■ **PROMPT**: Retype all the data word for word.

■ **SUPPLIED MATERIAL**:

********

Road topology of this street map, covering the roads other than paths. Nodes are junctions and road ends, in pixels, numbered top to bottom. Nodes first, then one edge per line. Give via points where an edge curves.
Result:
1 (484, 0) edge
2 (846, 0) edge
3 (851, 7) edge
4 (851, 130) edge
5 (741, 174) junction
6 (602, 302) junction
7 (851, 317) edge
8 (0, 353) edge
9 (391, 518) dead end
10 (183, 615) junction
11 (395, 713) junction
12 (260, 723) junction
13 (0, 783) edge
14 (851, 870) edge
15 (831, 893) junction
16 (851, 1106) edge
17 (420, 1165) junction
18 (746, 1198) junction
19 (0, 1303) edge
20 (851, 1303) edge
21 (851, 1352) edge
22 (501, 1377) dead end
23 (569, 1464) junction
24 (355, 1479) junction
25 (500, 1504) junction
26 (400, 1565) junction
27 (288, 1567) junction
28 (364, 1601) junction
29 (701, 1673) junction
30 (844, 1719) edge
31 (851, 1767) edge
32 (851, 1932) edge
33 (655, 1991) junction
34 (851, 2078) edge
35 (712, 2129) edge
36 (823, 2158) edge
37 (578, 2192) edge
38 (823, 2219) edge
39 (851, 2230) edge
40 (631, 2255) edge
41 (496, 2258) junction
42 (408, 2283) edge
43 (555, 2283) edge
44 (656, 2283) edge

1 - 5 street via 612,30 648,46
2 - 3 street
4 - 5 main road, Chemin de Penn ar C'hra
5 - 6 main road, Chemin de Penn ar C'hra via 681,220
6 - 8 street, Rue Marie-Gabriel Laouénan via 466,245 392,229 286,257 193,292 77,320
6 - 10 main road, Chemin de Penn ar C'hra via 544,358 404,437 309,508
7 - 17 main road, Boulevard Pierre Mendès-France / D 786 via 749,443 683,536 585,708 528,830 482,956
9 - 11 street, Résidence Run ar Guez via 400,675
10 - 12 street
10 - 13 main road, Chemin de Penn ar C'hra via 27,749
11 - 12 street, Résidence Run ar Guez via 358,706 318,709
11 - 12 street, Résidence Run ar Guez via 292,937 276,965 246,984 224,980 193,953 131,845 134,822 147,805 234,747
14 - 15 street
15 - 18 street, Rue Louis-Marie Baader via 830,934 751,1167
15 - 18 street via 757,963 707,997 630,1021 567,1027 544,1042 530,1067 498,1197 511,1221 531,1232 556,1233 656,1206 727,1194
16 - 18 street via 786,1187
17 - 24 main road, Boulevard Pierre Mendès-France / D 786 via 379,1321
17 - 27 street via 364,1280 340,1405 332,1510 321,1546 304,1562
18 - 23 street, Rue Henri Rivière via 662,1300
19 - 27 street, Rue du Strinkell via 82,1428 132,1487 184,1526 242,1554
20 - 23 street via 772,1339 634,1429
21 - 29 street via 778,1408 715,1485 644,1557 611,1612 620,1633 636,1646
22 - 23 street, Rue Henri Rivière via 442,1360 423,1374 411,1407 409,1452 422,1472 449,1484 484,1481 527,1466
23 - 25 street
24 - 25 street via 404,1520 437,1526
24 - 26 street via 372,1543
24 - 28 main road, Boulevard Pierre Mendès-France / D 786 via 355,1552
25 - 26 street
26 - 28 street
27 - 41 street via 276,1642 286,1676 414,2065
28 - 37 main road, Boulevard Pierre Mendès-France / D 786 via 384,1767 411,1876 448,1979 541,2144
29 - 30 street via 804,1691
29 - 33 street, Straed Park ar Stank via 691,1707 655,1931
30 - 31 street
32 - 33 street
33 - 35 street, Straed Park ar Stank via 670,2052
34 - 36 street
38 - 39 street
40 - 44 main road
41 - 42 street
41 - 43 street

********

■ **RESPONSE TO THIS TASK**:
Road topology of this street map, covering the roads other than paths. Nodes are junctions and road ends, in pixels, numbered top to bottom. Nodes first, then one edge per line. Give via points where an edge curves.
Result:
1 (484, 0) edge
2 (846, 0) edge
3 (851, 7) edge
4 (851, 130) edge
5 (741, 174) junction
6 (602, 302) junction
7 (851, 317) edge
8 (0, 353) edge
9 (391, 518) dead end
10 (183, 615) junction
11 (395, 713) junction
12 (260, 723) junction
13 (0, 783) edge
14 (851, 870) edge
15 (831, 893) junction
16 (851, 1106) edge
17 (420, 1165) junction
18 (746, 1198) junction
19 (0, 1303) edge
20 (851, 1303) edge
21 (851, 1352) edge
22 (501, 1377) dead end
23 (569, 1464) junction
24 (355, 1479) junction
25 (500, 1504) junction
26 (400, 1565) junction
27 (288, 1567) junction
28 (364, 1601) junction
29 (701, 1673) junction
30 (844, 1719) edge
31 (851, 1767) edge
32 (851, 1932) edge
33 (655, 1991) junction
34 (851, 2078) edge
35 (712, 2129) edge
36 (823, 2158) edge
37 (578, 2192) edge
38 (823, 2219) edge
39 (851, 2230) edge
40 (631, 2255) edge
41 (496, 2258) junction
42 (408, 2283) edge
43 (555, 2283) edge
44 (656, 2283) edge

1 - 5 street via 612,30 648,46
2 - 3 street
4 - 5 main road, Chemin de Penn ar C'hra
5 - 6 main road, Chemin de Penn ar C'hra via 681,220
6 - 8 street, Rue Marie-Gabriel Laouénan via 466,245 392,229 286,257 193,292 77,320
6 - 10 main road, Chemin de Penn ar C'hra via 544,358 404,437 309,508
7 - 17 main road, Boulevard Pierre Mendès-France / D 786 via 749,443 683,536 585,708 528,830 482,956
9 - 11 street, Résidence Run ar Guez via 400,675
10 - 12 street
10 - 13 main road, Chemin de Penn ar C'hra via 27,749
11 - 12 street, Résidence Run ar Guez via 358,706 318,709
11 - 12 street, Résidence Run ar Guez via 292,937 276,965 246,984 224,980 193,953 131,845 134,822 147,805 234,747
14 - 15 street
15 - 18 street, Rue Louis-Marie Baader via 830,934 751,1167
15 - 18 street via 757,963 707,997 630,1021 567,1027 544,1042 530,1067 498,1197 511,1221 531,1232 556,1233 656,1206 727,1194
16 - 18 street via 786,1187
17 - 24 main road, Boulevard Pierre Mendès-France / D 786 via 379,1321
17 - 27 street via 364,1280 340,1405 332,1510 321,1546 304,1562
18 - 23 street, Rue Henri Rivière via 662,1300
19 - 27 street, Rue du Strinkell via 82,1428 132,1487 184,1526 242,1554
20 - 23 street via 772,1339 634,1429
21 - 29 street via 778,1408 715,1485 644,1557 611,1612 620,1633 636,1646
22 - 23 street, Rue Henri Rivière via 442,1360 423,1374 411,1407 409,1452 422,1472 449,1484 484,1481 527,1466
23 - 25 street
24 - 25 street via 404,1520 437,1526
24 - 26 street via 372,1543
24 - 28 main road, Boulevard Pierre Mendès-France / D 786 via 355,1552
25 - 26 street
26 - 28 street
27 - 41 street via 276,1642 286,1676 414,2065
28 - 37 main road, Boulevard Pierre Mendès-France / D 786 via 384,1767 411,1876 448,1979 541,2144
29 - 30 street via 804,1691
29 - 33 street, Straed Park ar Stank via 691,1707 655,1931
30 - 31 street
32 - 33 street
33 - 35 street, Straed Park ar Stank via 670,2052
34 - 36 street
38 - 39 street
40 - 44 main road
41 - 42 street
41 - 43 street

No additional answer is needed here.